Your instructions: Each entry below needs to be transcribed verbatim; the images should not appear.

Exercise material:
= = = = =

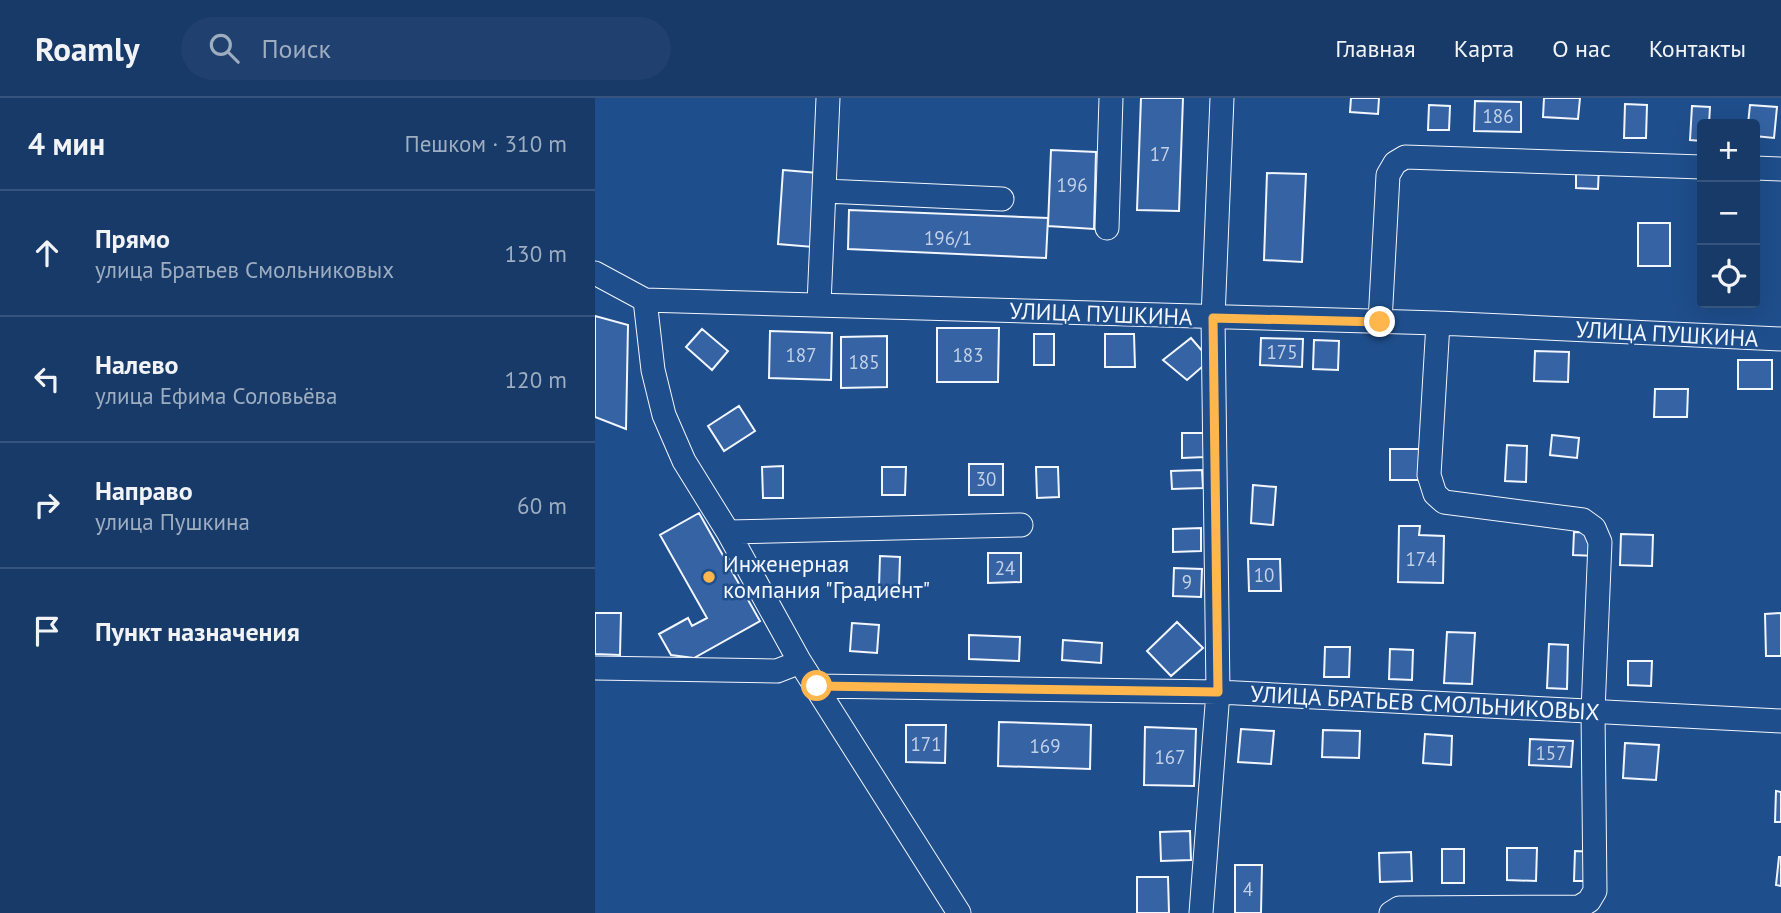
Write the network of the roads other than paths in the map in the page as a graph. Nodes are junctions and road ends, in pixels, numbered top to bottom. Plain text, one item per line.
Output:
1 (828, 98) edge
2 (1111, 98) edge
3 (1222, 98) edge
4 (1697, 167) edge
5 (1760, 168) edge
6 (1781, 169) edge
7 (825, 191) junction
8 (1002, 199) dead end
9 (1107, 228) dead end
10 (595, 273) edge
11 (645, 300) junction
12 (819, 304) junction
13 (1213, 318) junction
14 (1380, 322) junction
15 (1438, 323) junction
16 (1781, 340) edge
17 (1021, 525) dead end
18 (729, 532) junction
19 (800, 662) junction
20 (595, 668) edge
21 (817, 686) junction
22 (1218, 692) junction
23 (1593, 711) junction
24 (1781, 721) edge
25 (960, 913) edge
26 (1201, 913) edge
27 (1391, 913) edge

1 - 7 street
2 - 9 street
3 - 13 street
4 - 14 street
5 - 6 street
7 - 8 street
7 - 12 street
10 - 11 street, УЛИЦА ПУШКИНА
11 - 12 street, УЛИЦА ПУШКИНА
11 - 18 street
12 - 13 street, УЛИЦА ПУШКИНА
13 - 14 street, УЛИЦА ПУШКИНА
13 - 22 street
14 - 15 street, УЛИЦА ПУШКИНА
15 - 16 street, УЛИЦА ПУШКИНА
15 - 23 street
17 - 18 street
18 - 19 street
19 - 20 street
19 - 21 street
21 - 22 street, УЛИЦА БРАТЬЕВ СМОЛЬНИКОВЫХ
21 - 25 street
22 - 23 street, УЛИЦА БРАТЬЕВ СМОЛЬНИКОВЫХ
22 - 26 street
23 - 24 street, УЛИЦА БРАТЬЕВ СМОЛЬНИКОВЫХ
23 - 27 street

= = = = =

The completed task:
Write the network of the roads other than paths in the map in the page as a graph. Nodes are junctions and road ends, in pixels, numbered top to bottom. Plain text, one item per line.
Output:
1 (828, 98) edge
2 (1111, 98) edge
3 (1222, 98) edge
4 (1697, 167) edge
5 (1760, 168) edge
6 (1781, 169) edge
7 (825, 191) junction
8 (1002, 199) dead end
9 (1107, 228) dead end
10 (595, 273) edge
11 (645, 300) junction
12 (819, 304) junction
13 (1213, 318) junction
14 (1380, 322) junction
15 (1438, 323) junction
16 (1781, 340) edge
17 (1021, 525) dead end
18 (729, 532) junction
19 (800, 662) junction
20 (595, 668) edge
21 (817, 686) junction
22 (1218, 692) junction
23 (1593, 711) junction
24 (1781, 721) edge
25 (960, 913) edge
26 (1201, 913) edge
27 (1391, 913) edge

1 - 7 street
2 - 9 street
3 - 13 street
4 - 14 street
5 - 6 street
7 - 8 street
7 - 12 street
10 - 11 street, УЛИЦА ПУШКИНА
11 - 12 street, УЛИЦА ПУШКИНА
11 - 18 street
12 - 13 street, УЛИЦА ПУШКИНА
13 - 14 street, УЛИЦА ПУШКИНА
13 - 22 street
14 - 15 street, УЛИЦА ПУШКИНА
15 - 16 street, УЛИЦА ПУШКИНА
15 - 23 street
17 - 18 street
18 - 19 street
19 - 20 street
19 - 21 street
21 - 22 street, УЛИЦА БРАТЬЕВ СМОЛЬНИКОВЫХ
21 - 25 street
22 - 23 street, УЛИЦА БРАТЬЕВ СМОЛЬНИКОВЫХ
22 - 26 street
23 - 24 street, УЛИЦА БРАТЬЕВ СМОЛЬНИКОВЫХ
23 - 27 street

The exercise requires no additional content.